◆ **Task directions**: Scan the entries below. List each line with "nodes".
*** Opening of The data ***
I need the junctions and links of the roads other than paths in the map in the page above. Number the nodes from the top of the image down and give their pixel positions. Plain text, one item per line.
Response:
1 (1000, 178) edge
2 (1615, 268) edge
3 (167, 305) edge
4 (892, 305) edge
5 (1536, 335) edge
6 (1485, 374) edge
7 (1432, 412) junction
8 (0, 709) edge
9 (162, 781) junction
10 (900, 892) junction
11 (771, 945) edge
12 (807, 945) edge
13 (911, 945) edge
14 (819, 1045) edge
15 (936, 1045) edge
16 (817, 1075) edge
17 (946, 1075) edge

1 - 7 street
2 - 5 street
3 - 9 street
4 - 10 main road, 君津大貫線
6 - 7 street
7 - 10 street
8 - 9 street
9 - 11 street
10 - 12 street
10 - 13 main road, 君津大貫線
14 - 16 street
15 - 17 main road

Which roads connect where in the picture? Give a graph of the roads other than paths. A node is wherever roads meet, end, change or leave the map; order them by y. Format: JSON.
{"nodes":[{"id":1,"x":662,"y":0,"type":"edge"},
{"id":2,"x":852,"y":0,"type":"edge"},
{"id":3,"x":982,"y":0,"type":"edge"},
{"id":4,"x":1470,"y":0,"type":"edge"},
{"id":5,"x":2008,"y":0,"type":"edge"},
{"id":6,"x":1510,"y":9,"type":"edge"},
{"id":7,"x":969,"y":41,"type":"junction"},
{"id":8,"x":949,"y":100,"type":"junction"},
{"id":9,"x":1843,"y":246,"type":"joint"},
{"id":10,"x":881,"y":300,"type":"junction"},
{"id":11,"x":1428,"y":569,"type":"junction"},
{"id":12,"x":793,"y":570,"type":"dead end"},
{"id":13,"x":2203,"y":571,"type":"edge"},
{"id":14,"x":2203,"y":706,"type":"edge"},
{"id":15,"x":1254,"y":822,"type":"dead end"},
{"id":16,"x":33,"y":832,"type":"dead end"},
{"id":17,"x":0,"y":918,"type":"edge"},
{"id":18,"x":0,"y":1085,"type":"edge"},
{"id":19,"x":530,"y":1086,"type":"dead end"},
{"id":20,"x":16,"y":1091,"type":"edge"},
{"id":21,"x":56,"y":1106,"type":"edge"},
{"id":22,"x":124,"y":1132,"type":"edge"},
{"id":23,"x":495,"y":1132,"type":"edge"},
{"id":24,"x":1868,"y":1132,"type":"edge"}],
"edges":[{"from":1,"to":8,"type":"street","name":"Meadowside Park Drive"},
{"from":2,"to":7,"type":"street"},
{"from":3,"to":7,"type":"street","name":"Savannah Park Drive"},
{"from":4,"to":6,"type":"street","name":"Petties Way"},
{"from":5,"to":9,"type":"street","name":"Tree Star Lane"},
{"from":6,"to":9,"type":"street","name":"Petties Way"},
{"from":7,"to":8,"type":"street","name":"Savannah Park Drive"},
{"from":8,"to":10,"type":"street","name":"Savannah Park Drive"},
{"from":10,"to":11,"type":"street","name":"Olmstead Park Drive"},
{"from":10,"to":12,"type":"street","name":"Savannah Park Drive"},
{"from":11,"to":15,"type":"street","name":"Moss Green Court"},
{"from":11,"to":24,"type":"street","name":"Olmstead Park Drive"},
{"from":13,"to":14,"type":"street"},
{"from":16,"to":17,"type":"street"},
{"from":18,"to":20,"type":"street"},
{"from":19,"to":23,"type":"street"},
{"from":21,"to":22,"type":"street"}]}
*** Close of The data ***
◆ **Answer box**:
I need the junctions and links of the roads other than paths in the map in the page above. Number the nodes from the top of the image down and give their pixel positions. Plain text, one item per line.
{"nodes":[{"id":1,"x":662,"y":0,"type":"edge"},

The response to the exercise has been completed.